> > Personnally, I don't have any sentiment against the assembler
> > solution. Dewar said it was unnecessarily un-portable, but that the
> > construct by itself *is* already unportable.
> I assume that what we're talking about is using an asm statement like:
> asm("" : "=r" (x) : "0" (y));
Ick! No, that's horrible.
char buf[1024];
#define hide(x) ({ void *vp = x; asm ("" : "+r" (vp)); vp; })
main() {
strcpy(buf, hide("eeeeeeeeeeeeeeeeeeeeeeeeeeeeeelksdlkjasdlkjasdlkjasdaaaaaaaaaa"+20));
}
Perfectly clear, simple, doesn't burn regs and so on. In fact, even
the assembly file doesn't have any extraneous output, cool.
> My main problem with this is that it doesn't actually solve the
> problem AFAICS.
It does for now. It will for the next 10 years, my guess. volatile
will solve it longer, at some performance penalty, if you prefer.
> Dereferencing x is still undefined according to the rules in the gcc
> manual.
? So what? Pragmatically, for now, it does what the user wants. By
the time we break it, we'll probably have enough intelligence in the
compiler to figure out what they were doing and still not break it.
> I would prefer a solution that will last, rather than one which
> relies on details of the current gcc implementation.

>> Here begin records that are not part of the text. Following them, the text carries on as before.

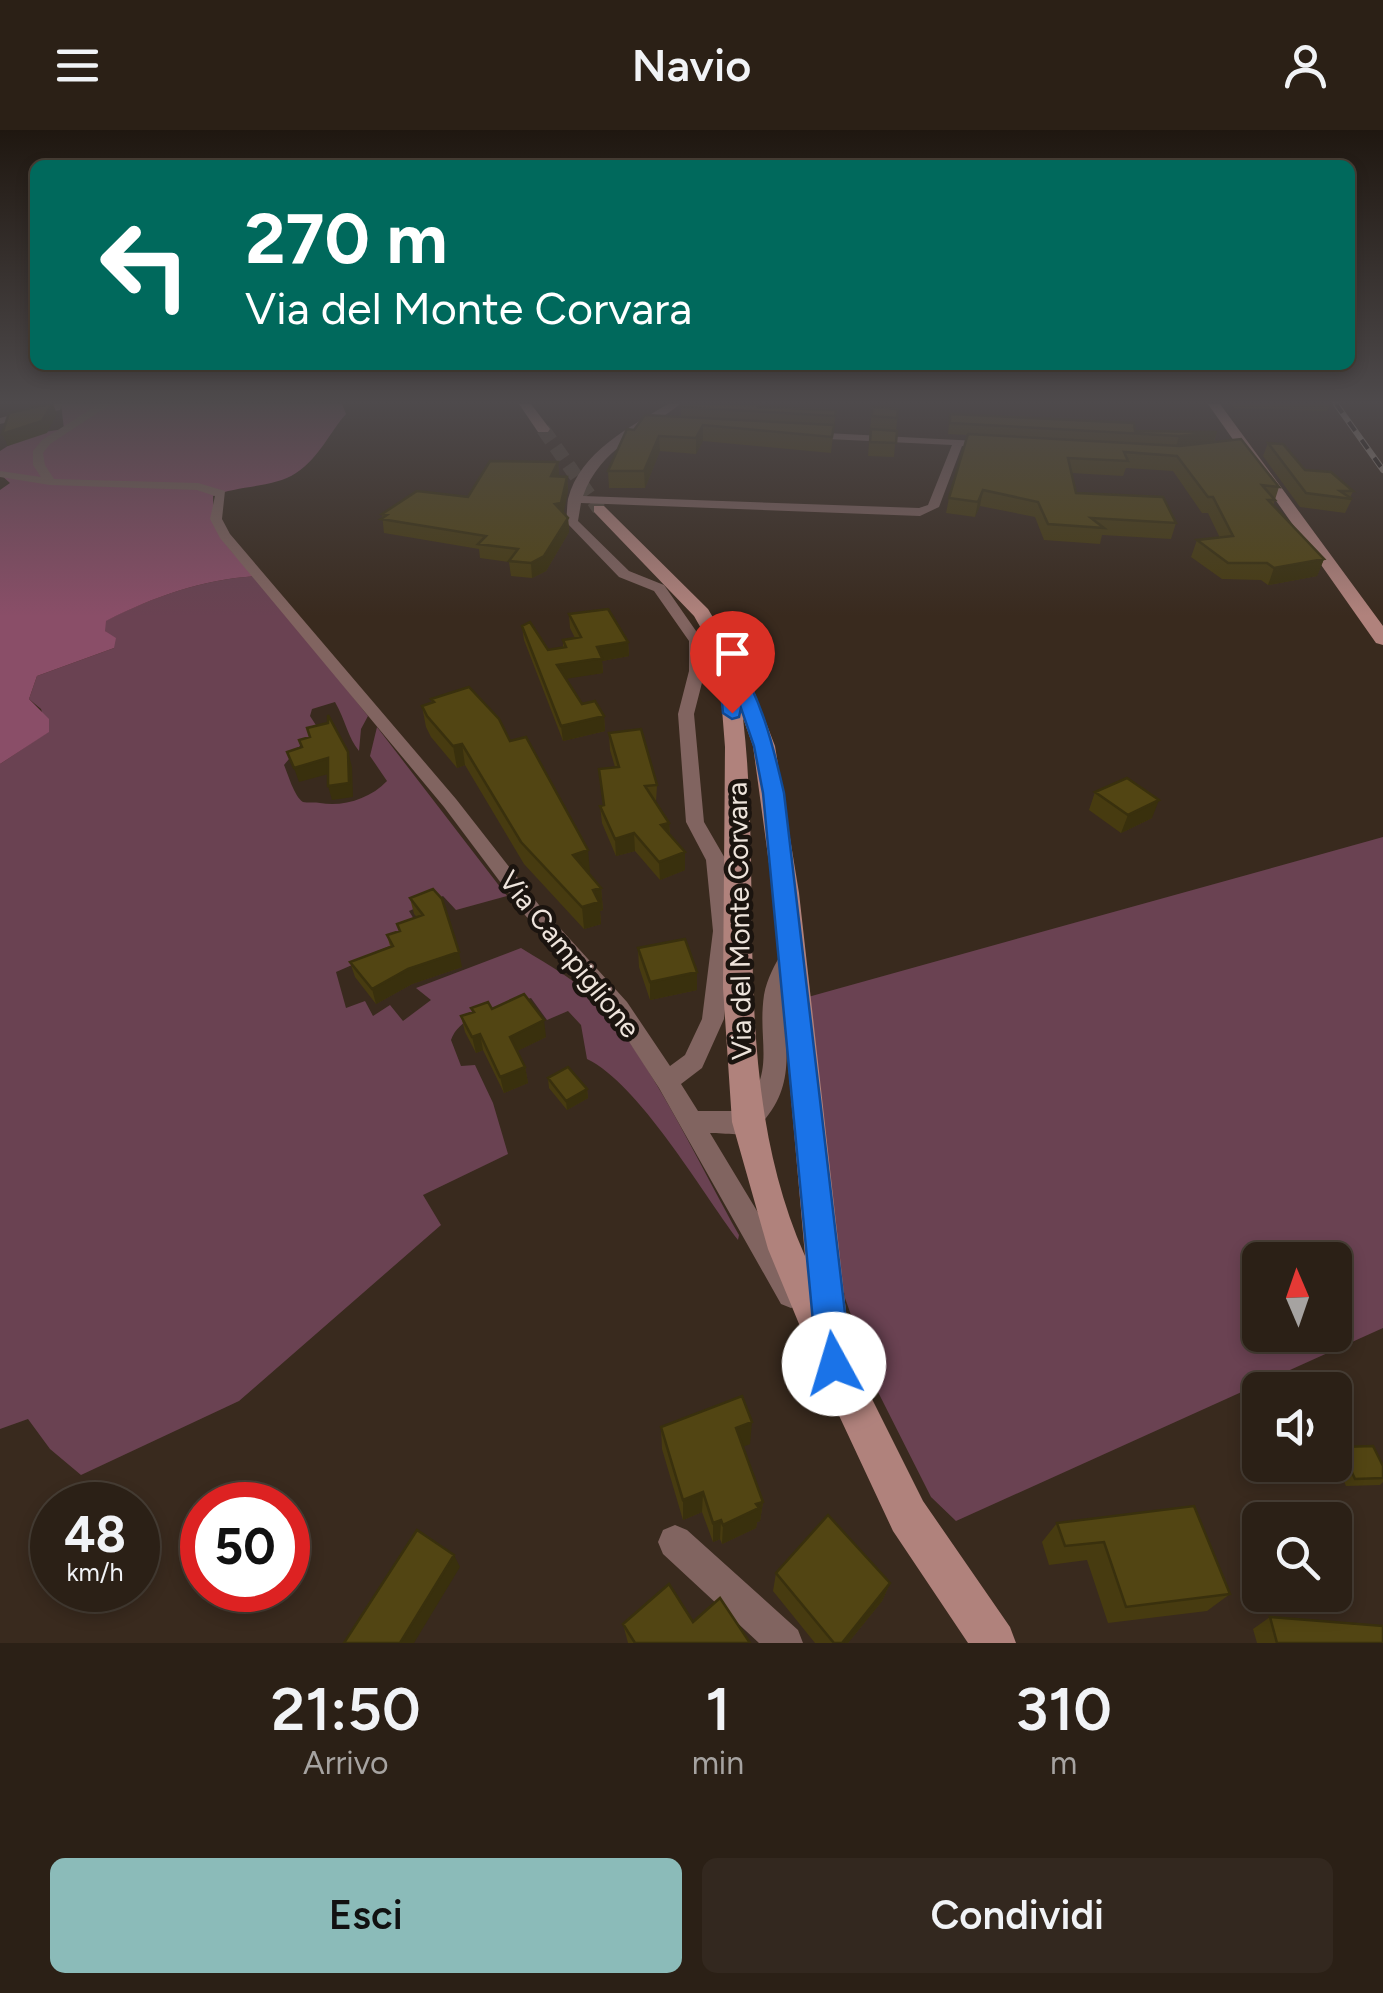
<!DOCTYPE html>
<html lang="it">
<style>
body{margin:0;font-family:Figtree,sans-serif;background:#33281f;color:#f1f3f6;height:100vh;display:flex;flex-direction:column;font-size:38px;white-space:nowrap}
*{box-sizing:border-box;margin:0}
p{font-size:32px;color:#a6a3a1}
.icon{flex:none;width:55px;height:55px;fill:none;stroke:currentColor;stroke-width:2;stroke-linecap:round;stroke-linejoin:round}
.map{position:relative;height:1513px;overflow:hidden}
.details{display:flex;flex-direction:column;background:#2b2016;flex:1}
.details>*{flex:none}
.top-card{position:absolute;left:30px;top:30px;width:1325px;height:210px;border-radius:15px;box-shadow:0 5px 15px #0003,0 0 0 2px #473e35;background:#00695c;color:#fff;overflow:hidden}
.needle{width:65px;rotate:358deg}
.buttons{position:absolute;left:1242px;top:1112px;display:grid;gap:20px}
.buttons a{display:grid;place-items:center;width:110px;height:110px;border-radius:15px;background:#2b2016;box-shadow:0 5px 15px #0003,0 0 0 2px #473e35;font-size:50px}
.speed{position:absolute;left:30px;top:1352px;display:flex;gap:20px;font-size:50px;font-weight:700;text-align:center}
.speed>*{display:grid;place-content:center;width:130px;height:130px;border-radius:50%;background:#2b2016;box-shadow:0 5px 15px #0003,0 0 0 2px #473e35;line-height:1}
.speed small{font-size:25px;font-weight:400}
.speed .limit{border:15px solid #d22;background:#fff;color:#111}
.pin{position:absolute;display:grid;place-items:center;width:85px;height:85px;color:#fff;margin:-102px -42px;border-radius:50% 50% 50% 0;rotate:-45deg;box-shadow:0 0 10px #0007}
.pin .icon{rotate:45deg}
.me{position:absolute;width:110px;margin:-55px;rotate:354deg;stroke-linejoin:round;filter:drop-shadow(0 0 8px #0008)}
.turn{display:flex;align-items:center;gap:35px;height:210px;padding:0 50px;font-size:45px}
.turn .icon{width:130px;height:130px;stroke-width:2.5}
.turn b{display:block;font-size:70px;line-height:85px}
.eta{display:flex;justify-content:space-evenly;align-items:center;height:170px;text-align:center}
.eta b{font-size:60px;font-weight:600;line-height:70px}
.button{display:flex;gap:20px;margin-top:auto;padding:20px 50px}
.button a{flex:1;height:115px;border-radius:15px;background:#8bbbb9;color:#111;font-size:40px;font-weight:600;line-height:115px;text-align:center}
.button a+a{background:#33281f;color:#f1f3f6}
header{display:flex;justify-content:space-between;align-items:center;height:130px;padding:0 50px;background:#2b2016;font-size:45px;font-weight:600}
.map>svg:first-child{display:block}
.green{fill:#6a4252;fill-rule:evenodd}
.forest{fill:#8a4e68}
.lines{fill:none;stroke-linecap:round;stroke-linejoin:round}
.secondary-tunnel{stroke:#54463a;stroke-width:14;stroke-dasharray:14 8;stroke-linecap:butt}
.street{fill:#816460;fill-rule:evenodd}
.secondary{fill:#b0827c;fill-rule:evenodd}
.rail-casing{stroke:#9d9187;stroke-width:6}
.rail{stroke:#1b140f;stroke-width:4;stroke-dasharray:11;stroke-linecap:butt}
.wall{fill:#473b10}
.shaded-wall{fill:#39300d}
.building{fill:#524513;stroke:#39300d;stroke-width:2.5}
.route{fill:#1a73e8;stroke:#114b97;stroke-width:2.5}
.labels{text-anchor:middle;stroke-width:9;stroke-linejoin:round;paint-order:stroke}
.street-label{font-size:28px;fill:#eee4dc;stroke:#1b140f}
</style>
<header><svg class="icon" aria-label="menu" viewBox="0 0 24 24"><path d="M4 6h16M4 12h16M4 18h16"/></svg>Navio<svg class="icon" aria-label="person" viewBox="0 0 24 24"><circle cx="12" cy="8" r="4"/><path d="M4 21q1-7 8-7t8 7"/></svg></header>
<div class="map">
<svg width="1383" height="1513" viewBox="0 0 1383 1513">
<rect width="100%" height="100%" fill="#392a1e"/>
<path class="green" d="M257,446L368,586L361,599L359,621C348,608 345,589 335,572L312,579L310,586L323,606L303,612L284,635C288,644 294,666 303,672C307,673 316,672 320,673C343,677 370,669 387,651L370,626L377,597L507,766L456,780L443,766L409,781L420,799L398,815L336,842L346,878L365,871L373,886L390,875L403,891L431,870L416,858L521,818C550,836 580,852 603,878C653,934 701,1038 739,1105L738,1110C701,1061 639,954 587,929L581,895L568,881L547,890L531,868C506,875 460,883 451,910L461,936L475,935L493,973L508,1024L423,1065L441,1095L239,1271L81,1345L50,1319L28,1289L0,1299V634L48,602L41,579L29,569L37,546L114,518L105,501V491C156,466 200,450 257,446Z
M1383,707V1198L956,1391L931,1367L878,1262L845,1168L834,1105L808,867ZM1260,1130H1335V1205H1260Z"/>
<path class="forest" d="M61,274H342L346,284C329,303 320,327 296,343C274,358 238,355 213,366C213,407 228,419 257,446C200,450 156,466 106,491L105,501L116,508L114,518L37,546L29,569L49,589V602L0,634V360L10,353L0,344V321L25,305L64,299Z"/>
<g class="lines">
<path class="secondary-tunnel" d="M543,299L599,379"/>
<path class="street" d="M52,274H62L60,280L0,294V288Z
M99,274H111L50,314L43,323L45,335L54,349L198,353L225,361L222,389L230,404L456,669L539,775L627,872L670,936L685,925L702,889L713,801L706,730L686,692L678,584L689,541V511L654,461L619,447L566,392C567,385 567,375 568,369C580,322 630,297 668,274H680C643,304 601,317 583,366L919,378L928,375L952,315L807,308L802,305L807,302L996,312L997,314L992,317L962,316L939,377L920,386L581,373L578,391L629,441L664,455L703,511L705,541L694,584L704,692L726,730L733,801L724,889L702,938L681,954L698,981H742C777,940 757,913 764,865C767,848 775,835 783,820H799L802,826C794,840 788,853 786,869C783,913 797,950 766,988C766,988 757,999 756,1000C746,1007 723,1003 710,1003L801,1154L805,1164L801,1174L791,1178L781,1174L659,958L611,884L525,785L444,677L220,408L210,389L215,366L197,360L50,355L0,347V341L41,347L33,335V321L42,310Z
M675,1395L687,1400L798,1500L803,1513H759L663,1424L658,1412L663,1400Z"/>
<path class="secondary" d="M519,274H531L550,299L548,302H538Z
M1208,274H1220L1383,496V515L1376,513Z
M594,376H604L708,479L749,548L775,616L799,763L849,1208L846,1217L923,1371L1010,1497L1016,1513H968L893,1401L821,1247L768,1119L732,992L723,858L725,617L718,528L694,486L594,382ZM743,588L753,616L773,763L805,1126C729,954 764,768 743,588Z"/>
<g class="rail-casing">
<path id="rail" d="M1336,274L1383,340"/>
</g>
<use href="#rail" class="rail"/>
</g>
<path class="wall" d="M761,274L760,277L836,280L831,323L703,311L696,324L660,321L645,358H609L608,341L634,300L681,287V277Z
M1230,274H1330L1327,281L1234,278Z
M872,277L898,279L894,327L868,326Z
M950,284L1135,301L1217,302L1214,312L1279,357L1273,376L1324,429L1317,446L1268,455L1261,450L1222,449L1191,427L1197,410L1220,408L1208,383H1202L1173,341L1126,338L1123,346L1072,343L1076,363L1176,393L1171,409L1102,405L1100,414L1044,410L1035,387L980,376L975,387L946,383L949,368L968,305L948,304Z
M1268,313L1305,340L1353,361L1350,368L1352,369L1345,383L1300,377L1263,326Z
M558,332L559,346L567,347L568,360L563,383L568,388L569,402L546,441L532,448L511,446L509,432L480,428L479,419L384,403L382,384L468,367Z
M569,484L628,512L629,526L602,531L603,543L566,548L582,574L604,586L605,601L563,611L524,510L522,496L548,520L563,517V510L575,508L570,498Z
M431,569L510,611L590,742L588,743L601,758L603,780L600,781L601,794L584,799L524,734L465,635L457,638L431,607L426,597L422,576L432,573Z
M609,603L657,655L656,672L669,693L670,706L685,722V740L660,750L635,721L616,726L602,693L600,676L603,675L599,639L615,637L610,620Z
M1095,662L1152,688L1121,703L1089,680Z
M410,768L462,837L412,854L376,874L355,847L350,832L390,816L387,805L399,801L397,794L417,787L414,784Z
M638,818L697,860L650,870L639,837Z
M471,878L492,879L546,907L517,921L525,937L528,953L504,963L483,920L476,923L465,902L461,886L472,882Z
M548,948L587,959L588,968L567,980L549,958Z
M661,1297L750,1314L743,1316L763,1372L760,1391L757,1392L756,1398L722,1414L720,1409L713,1412L702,1382L683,1390L662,1319Z
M1340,1317L1383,1336V1352L1380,1355L1346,1356L1335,1332V1321Z
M1057,1393L1230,1464L1207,1481L1108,1493L1087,1430L1049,1435L1042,1412Z
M776,1443L890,1453L882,1471L848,1513H815L773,1461Z
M1270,1487L1383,1513H1257L1253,1499Z
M693,1492L750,1513H628L623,1494Z"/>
<path class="shaded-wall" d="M53,274L57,284L47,303L8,316L2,304Z
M703,295V311L696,324V308Z
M1217,302L1213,313L1176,317L1179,306Z
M659,306L660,321L645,358L644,341Z
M558,332L559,345L552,359L551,346Z
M567,347L568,360L563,387L555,374Z
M983,360L980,376L975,387L978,372Z
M568,388L569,402L546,441L532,448L531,433Z
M1324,429L1317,446L1268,455L1274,438Z
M628,512L629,526L602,531L603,543L559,550L557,535L597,517Z
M604,586L605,601L563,611L561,596Z
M462,614L465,635L457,638L453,616Z
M348,622L352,637L353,667L332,670L328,656Z
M328,628L332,643L299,652L294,638Z
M1159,670L1152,688L1121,703L1128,685Z
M669,693L670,710L661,695Z
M634,703L635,721L616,726L615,709Z
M588,720L590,742L575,747L573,725Z
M685,722V740L660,750L659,732Z
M601,758L603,780L600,781L601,794L584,799L582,777L593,760Z
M459,822L462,837L412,854L376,874L372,859L408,839Z
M697,842V860L650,870V852Z
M544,890L546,907L513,923L510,907Z
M480,904L483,920L476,923L472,907Z
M525,937L528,953L504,963L500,947Z
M587,959L588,968L567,980L566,971Z
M752,1292L750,1314L735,1320L736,1298Z
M703,1362L702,1382L683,1390V1370Z
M763,1372L760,1391L757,1392L756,1398L722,1414L723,1395L756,1374Z
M721,1390L720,1409L713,1412V1393Z
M454,1425L460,1437L414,1513H400Z
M890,1453L882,1471L848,1513H842Z"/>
<path class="building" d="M49,274H52L42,291L2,304L9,283Z
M682,274H759L758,277L836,280L835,286L681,277Z
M872,277L898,279L897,288L872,286Z
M950,284L1134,293L1135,301L1217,302L1179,306L950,293Z
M645,285L834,295L832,307L703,295L696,308L659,306L644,341H608L627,299L634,300Z
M871,299L897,301L896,313L870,312Z
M968,304L1180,316L1241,309L1279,357L1262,355L1275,370H1268L1324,429L1274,438L1267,433H1228L1197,410L1233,406L1213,367H1208L1177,326L1124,322L1128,331L1068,328L1076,363L1163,367L1176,393L1091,388L1104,398L1048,394L1038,372L983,360L978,372L949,368Z
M1268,313L1283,314L1305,340L1331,342L1353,361H1340L1352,369L1306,363Z
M490,331L558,332L551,346L567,347L561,373L555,374L568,388L544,426L531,433L509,431L518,419L478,414L486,406L381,389L387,385L382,384L417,361L468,367Z
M608,479L628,512L597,517L602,528L557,535L582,574L595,571L604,586L561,596L522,496L530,492L548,520L566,517L563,510L581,507L569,484Z
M469,557L499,589L510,611L526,607L588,720L573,725L601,758L593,760L599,772L582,777L521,712L462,614L453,616L427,586L422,576L434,572L431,569Z
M328,585L348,622L349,653L328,656V628L294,638L287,622L302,617L299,610L310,607L307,598L328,593Z
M641,599L657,655L645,656L669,693L661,695L685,722L659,732L634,703L615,709L600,676L604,675L599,639L619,637L609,603Z
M1127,648L1159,670L1128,685L1095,662Z
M433,759L442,769L459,822L408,839L372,859L350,832L393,816L387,805L400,801L397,794L423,785L410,768Z
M685,809L697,842L650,852L638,818Z
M524,864L544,890L510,907L525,937L500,947L480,904L472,907L461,886L474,882L471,878L488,872L492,879Z
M568,937L587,959L566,971L548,948Z
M742,1266L752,1292L736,1298L763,1372L756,1374L759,1378L723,1395L721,1390L713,1393L703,1362L683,1370L661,1297Z
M1373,1316L1383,1336V1348L1355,1349L1340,1317Z
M1194,1376L1230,1464L1126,1477L1104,1412L1065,1416L1057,1393Z
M828,1385L890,1453L842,1513H834L776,1443Z
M417,1400L454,1425L400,1513H344Z
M669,1454L693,1492L720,1468L750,1513H635L623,1494Z
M1270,1487L1383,1496V1513H1277Z"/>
<linearGradient id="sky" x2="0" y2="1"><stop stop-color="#1f1710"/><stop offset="0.56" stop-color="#4e4a4c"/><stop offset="1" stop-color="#4e4a4c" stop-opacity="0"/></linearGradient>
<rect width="1383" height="486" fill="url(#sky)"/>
<path class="route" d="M727,524L733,525C761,566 773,615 784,663L851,1234L846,1247L834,1252L822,1247L817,1234L763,663L754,616L741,578L739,587L732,589L723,583L718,529Z"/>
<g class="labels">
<g class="street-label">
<text transform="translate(739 791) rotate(-91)" y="10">Via del Monte Corvara</text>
<text transform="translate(570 824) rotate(51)" y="10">Via Campiglione</text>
</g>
</g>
</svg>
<div class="buttons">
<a><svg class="needle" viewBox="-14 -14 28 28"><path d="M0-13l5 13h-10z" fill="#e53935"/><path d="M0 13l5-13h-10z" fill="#a6a3a1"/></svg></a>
<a><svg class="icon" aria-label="sound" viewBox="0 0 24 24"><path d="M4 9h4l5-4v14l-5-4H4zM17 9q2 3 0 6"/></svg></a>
<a><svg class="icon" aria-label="search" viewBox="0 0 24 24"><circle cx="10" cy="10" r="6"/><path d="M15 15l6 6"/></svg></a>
</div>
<div class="speed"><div>48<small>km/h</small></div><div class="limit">50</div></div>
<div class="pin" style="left:732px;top:583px;background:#d93025"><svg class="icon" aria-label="arrive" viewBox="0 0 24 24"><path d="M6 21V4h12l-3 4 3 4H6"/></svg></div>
<svg class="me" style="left:834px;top:1234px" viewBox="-20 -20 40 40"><circle r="19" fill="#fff"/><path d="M0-13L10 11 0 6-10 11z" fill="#1a73e8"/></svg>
<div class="top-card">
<div class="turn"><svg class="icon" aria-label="left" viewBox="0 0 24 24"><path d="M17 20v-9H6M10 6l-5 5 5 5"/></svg><div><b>270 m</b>Via del Monte Corvara</div></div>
</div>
</div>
<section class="details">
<div class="eta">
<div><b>21:50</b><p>Arrivo</p></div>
<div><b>1</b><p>min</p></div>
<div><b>310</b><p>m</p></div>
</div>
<div class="button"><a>Esci</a><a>Condividi</a></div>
</section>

Then move the bits to the right address before you execute the C code
and code the thing that moves the bits in assembly.
> - it is hard to read; it wouldn't be obvious to someone who doesn't
> know the details of gcc asm syntax what it is doing or why
See the comment just above.
> - it is a statement, which makes it less convenient to use than an
> expression
? In my example, it is an expression.
> - it requires an extra dummy variable declaration.
Mine doesn't.
> But my main objection is that I don't have any assurance that it
> actually solves the problem in a lasting way.
The code only in that subset of C that is well defined and only use
semantics that have mandated behavior.